Problem requirements – Count the lines below containing "Zaránd". Number only.

--- Extracted records Enclosed Below ---

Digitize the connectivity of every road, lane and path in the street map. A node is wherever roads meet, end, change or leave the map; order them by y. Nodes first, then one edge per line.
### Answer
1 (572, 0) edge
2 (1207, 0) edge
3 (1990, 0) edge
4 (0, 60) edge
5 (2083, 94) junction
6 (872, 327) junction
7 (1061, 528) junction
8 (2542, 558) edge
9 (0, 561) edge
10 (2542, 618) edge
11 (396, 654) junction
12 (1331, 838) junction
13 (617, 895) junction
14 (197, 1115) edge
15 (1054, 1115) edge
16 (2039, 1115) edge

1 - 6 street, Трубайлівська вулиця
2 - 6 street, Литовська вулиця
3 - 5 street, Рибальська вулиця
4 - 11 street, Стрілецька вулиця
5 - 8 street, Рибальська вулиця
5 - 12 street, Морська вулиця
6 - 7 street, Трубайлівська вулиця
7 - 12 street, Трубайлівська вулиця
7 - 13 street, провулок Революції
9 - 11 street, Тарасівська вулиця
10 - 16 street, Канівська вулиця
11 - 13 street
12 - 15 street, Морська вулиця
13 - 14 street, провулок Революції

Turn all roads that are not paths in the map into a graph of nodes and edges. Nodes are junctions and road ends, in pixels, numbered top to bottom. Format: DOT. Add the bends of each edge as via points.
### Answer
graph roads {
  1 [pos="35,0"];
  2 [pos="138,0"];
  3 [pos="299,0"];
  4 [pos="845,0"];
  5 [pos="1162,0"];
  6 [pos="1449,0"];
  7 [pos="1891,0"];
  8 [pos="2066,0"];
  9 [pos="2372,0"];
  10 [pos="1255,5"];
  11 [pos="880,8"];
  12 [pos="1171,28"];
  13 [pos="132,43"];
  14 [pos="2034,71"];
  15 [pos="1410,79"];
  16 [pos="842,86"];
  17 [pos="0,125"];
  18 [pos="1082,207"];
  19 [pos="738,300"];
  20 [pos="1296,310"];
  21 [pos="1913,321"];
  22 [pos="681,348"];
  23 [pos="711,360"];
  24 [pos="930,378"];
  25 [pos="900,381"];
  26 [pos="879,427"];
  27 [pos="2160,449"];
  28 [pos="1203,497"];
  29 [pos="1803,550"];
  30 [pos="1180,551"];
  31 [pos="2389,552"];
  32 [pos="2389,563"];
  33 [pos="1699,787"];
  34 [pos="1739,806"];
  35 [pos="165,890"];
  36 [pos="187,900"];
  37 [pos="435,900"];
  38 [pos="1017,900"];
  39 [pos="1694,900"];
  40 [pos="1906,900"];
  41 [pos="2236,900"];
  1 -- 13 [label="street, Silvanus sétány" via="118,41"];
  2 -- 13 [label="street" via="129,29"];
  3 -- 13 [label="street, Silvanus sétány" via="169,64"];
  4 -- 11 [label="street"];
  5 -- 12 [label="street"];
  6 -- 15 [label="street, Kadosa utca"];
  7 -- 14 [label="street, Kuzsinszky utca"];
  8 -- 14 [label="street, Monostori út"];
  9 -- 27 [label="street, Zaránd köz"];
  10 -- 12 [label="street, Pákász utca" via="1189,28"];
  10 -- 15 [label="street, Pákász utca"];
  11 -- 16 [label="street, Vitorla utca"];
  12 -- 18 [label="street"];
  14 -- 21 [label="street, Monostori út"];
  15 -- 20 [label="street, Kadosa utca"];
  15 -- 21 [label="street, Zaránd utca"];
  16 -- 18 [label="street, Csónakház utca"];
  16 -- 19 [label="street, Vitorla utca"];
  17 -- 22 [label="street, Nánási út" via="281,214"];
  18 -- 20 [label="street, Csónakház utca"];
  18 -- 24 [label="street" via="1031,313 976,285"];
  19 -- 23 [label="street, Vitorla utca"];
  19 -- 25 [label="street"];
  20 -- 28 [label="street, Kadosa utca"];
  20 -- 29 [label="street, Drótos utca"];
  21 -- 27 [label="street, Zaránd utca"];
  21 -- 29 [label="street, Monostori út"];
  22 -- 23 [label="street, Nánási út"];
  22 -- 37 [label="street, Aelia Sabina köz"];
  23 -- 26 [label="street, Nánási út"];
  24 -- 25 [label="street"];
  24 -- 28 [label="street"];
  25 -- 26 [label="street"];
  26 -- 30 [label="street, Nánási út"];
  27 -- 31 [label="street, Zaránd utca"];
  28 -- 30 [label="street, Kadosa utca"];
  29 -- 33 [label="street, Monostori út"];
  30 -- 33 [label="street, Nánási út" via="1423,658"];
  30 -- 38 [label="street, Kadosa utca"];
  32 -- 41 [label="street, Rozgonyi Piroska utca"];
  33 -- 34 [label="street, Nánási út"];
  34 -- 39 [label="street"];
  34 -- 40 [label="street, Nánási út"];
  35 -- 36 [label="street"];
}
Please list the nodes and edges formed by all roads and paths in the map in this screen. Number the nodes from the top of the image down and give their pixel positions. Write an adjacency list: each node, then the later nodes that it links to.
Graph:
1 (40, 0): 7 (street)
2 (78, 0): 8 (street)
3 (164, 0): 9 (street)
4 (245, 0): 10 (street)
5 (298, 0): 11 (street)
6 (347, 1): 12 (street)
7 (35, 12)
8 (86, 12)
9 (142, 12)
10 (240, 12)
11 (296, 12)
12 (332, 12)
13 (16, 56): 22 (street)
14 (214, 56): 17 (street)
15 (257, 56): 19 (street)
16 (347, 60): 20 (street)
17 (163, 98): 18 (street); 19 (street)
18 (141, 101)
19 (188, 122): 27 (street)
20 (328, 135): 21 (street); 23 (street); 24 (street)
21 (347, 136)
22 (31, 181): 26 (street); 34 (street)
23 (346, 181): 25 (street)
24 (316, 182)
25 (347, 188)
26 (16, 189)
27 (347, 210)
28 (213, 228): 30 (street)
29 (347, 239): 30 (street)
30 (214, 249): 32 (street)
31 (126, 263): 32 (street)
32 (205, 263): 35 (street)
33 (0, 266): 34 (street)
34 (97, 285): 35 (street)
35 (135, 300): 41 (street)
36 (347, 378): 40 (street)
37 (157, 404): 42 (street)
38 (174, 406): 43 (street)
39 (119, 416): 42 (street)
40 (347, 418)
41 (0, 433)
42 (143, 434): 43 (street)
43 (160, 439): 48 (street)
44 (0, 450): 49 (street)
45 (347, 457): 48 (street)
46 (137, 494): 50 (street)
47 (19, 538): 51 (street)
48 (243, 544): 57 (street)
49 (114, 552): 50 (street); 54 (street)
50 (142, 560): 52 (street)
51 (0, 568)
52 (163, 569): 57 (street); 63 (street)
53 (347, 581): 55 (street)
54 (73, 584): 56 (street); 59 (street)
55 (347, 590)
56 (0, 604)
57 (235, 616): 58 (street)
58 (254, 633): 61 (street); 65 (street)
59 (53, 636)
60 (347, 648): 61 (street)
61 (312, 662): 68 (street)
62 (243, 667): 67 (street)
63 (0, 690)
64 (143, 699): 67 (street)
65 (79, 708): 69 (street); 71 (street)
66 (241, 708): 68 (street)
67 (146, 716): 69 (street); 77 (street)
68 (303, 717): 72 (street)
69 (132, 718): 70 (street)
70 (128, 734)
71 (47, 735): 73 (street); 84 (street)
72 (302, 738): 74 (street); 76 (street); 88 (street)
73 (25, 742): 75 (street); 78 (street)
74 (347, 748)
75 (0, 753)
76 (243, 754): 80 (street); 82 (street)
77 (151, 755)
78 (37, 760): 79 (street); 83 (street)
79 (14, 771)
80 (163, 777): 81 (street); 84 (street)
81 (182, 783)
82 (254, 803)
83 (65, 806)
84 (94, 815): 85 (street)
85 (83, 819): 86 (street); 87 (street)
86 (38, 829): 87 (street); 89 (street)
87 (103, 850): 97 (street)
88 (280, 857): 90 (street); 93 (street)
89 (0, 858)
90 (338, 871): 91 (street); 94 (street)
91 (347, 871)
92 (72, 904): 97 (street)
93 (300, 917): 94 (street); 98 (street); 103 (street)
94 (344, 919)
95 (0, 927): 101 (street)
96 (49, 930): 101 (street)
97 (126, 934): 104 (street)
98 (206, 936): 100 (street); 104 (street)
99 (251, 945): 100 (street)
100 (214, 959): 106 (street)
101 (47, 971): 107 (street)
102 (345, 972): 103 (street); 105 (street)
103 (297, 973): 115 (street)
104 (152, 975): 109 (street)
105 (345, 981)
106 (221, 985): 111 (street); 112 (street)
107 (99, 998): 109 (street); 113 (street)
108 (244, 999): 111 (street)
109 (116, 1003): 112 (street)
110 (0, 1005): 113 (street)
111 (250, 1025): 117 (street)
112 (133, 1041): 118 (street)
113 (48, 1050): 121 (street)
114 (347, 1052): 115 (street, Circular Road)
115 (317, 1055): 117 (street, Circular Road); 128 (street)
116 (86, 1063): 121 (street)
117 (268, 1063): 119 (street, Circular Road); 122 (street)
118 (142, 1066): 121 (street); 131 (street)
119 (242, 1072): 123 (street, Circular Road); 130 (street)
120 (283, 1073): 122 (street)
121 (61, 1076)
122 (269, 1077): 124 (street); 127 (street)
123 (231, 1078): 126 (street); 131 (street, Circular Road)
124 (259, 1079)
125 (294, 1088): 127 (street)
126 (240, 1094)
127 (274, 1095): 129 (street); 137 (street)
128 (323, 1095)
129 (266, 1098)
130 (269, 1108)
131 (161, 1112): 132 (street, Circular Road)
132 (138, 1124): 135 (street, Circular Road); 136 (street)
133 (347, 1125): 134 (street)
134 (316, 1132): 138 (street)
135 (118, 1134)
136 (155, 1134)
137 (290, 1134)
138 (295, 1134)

--- End of Enclosed Extracted records ---

Exercise solution – 4